The image above shows you one of my favorite models, that of a church. I like it so much, because it does a good job at representing what these models and these exhibitions are all about: Giving you a clear sense of what could be, what it would look like and coming up with ideas that take shape in a more concrete way than just some random thought in somebody’s head. Plus, the model reminds me to give you a “Going to Church” post again. Models like the one pictured right below are also interesting in that they bring maps to life and give you a clearer sense of how where you live is situated in the greater scheme of things. Which sounds way more esoteric than it’s really ment to sound.

A vast array of around 300 architectural and planning models and 80 exemplary projects from all over Germany testify to the wish for change and the energy needed to make it happen. In response to a nationwide call, these models were submitted by local authorities, town planning offices, universities, planning initiatives and individuals.
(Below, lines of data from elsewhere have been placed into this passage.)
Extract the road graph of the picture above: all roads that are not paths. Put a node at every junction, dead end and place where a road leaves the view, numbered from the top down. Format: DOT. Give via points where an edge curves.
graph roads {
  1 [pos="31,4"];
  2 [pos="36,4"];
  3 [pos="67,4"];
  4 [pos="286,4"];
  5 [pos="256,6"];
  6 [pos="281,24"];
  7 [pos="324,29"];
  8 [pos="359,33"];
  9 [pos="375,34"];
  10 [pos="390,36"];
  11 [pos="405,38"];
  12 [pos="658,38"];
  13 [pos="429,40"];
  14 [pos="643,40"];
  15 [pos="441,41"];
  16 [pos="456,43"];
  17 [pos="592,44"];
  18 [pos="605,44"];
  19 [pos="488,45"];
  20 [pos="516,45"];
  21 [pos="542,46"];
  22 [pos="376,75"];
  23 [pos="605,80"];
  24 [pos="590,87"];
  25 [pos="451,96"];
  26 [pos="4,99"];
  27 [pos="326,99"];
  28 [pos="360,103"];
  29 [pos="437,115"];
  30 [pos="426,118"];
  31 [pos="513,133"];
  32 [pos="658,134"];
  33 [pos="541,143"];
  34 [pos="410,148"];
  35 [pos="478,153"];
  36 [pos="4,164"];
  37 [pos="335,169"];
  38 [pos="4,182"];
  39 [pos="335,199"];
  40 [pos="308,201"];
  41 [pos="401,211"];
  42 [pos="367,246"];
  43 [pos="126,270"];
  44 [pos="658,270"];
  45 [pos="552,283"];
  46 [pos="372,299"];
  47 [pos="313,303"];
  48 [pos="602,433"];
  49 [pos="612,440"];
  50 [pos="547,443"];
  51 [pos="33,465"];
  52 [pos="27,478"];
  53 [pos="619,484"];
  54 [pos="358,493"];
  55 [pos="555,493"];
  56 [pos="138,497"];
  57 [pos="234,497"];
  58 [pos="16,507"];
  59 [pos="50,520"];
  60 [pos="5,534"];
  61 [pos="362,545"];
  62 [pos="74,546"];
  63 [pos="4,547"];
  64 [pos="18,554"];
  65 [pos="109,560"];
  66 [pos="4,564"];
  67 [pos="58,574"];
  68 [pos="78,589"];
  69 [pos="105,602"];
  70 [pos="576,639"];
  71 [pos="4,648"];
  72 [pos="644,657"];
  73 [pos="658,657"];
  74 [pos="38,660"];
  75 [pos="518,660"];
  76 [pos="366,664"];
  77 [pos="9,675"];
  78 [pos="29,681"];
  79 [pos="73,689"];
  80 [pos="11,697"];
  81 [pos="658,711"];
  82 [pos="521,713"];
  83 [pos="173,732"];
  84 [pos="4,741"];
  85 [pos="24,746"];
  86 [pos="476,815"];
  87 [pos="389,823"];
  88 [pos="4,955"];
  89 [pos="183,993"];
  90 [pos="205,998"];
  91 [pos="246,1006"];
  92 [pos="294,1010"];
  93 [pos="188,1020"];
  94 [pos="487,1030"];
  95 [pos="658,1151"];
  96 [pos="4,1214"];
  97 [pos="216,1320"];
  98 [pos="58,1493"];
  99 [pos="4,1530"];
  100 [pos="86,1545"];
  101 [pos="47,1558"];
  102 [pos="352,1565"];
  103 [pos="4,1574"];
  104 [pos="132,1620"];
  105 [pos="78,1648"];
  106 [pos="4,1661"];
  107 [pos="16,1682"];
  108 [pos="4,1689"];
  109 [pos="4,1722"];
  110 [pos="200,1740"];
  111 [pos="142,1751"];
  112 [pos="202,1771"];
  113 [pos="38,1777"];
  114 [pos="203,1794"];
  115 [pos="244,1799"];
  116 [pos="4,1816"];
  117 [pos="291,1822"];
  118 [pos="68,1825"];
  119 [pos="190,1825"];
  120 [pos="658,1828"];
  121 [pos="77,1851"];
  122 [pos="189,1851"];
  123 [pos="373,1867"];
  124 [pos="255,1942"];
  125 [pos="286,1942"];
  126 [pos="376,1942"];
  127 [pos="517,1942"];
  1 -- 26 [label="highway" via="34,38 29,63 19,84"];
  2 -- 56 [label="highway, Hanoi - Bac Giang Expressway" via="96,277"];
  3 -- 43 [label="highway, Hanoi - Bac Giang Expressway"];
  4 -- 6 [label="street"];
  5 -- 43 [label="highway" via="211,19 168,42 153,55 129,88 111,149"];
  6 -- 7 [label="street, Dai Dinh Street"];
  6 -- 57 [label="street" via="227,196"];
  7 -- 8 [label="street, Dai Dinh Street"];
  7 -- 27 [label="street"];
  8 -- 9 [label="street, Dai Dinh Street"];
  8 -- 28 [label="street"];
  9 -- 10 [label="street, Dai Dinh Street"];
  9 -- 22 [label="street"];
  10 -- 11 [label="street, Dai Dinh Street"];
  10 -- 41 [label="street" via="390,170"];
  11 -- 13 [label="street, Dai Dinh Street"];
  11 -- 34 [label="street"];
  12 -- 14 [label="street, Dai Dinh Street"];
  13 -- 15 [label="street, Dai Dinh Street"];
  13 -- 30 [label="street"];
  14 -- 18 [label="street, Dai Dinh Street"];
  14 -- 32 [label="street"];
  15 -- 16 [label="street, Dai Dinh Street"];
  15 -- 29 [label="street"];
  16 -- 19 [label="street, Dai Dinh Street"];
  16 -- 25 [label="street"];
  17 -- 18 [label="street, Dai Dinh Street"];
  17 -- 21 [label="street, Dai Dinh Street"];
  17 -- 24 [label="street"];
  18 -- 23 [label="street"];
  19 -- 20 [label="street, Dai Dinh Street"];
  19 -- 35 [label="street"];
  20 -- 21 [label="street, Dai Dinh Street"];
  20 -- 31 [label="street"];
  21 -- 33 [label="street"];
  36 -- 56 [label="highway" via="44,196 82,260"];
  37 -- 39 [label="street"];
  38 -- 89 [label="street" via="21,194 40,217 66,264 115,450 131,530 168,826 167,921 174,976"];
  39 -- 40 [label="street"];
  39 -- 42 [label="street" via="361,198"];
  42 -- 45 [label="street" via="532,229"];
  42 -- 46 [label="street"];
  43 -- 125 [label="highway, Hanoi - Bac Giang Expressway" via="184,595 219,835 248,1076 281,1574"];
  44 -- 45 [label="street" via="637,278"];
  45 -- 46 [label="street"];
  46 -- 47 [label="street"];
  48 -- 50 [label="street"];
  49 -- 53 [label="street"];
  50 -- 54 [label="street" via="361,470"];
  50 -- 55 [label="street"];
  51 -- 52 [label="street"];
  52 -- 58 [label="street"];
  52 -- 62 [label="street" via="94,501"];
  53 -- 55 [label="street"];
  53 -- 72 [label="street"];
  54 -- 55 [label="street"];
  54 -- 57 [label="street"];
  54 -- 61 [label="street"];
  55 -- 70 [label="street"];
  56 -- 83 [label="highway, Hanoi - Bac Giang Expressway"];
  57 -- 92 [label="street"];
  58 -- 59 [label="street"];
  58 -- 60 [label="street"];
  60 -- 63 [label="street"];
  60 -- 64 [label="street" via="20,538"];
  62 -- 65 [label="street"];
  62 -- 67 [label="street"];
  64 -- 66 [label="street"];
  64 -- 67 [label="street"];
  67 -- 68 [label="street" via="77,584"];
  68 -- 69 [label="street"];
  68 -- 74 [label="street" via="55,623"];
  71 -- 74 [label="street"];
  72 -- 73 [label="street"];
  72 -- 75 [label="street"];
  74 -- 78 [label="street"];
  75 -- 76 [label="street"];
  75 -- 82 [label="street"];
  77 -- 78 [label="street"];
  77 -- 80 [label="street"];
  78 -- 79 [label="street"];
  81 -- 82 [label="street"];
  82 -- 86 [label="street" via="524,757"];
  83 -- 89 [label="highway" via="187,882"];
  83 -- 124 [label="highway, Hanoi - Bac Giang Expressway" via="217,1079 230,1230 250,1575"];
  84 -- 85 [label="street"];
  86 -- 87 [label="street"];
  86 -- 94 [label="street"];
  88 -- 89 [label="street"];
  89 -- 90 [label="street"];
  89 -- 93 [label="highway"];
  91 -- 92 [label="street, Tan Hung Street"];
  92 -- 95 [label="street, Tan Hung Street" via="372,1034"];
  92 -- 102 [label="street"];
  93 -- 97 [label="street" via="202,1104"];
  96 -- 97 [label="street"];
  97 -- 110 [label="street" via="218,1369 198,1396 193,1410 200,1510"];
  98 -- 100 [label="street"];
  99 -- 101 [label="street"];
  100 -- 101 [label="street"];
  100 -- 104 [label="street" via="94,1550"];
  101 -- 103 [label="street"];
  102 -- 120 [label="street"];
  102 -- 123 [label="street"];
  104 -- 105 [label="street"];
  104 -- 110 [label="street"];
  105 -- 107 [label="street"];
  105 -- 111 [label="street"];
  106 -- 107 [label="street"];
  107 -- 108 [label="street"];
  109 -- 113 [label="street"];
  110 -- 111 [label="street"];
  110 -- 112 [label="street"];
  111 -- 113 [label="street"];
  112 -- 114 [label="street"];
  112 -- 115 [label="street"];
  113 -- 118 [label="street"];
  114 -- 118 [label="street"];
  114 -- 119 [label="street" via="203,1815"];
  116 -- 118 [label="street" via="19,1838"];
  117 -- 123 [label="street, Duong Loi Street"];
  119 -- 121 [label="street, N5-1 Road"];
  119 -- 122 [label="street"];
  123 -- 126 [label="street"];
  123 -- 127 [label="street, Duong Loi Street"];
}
The prize-winning projects of the competition “National Prize for Integrated Urban Development and Baukultur”, which was organised in 2009 by the Federal Ministry of Transport, Building and Urban Development represented important points of reference. They include blueprints for extensive urban redevelopments and pinpoint interventions, realized concepts and shelved competition entries, participatory processes and bold individual statements.

Due to my lack of originality I decided to not bother you with any interesting information here whatsoever. Instead, I’m just gonna say that I love color coordinated things, so let’s just look at some  more things in good old white.

The exhibition is open from 10 to 8 every day, and as a special treat for you, if you’re a student, it’s free. Despite my critique, I highly recommend you to visit the exhibition, if not only for the exhibition building itself, the Kraftwerk Mitte. The bar, cashier and lighting is done nicely and the whole building makes for an interesting background to the designs featured.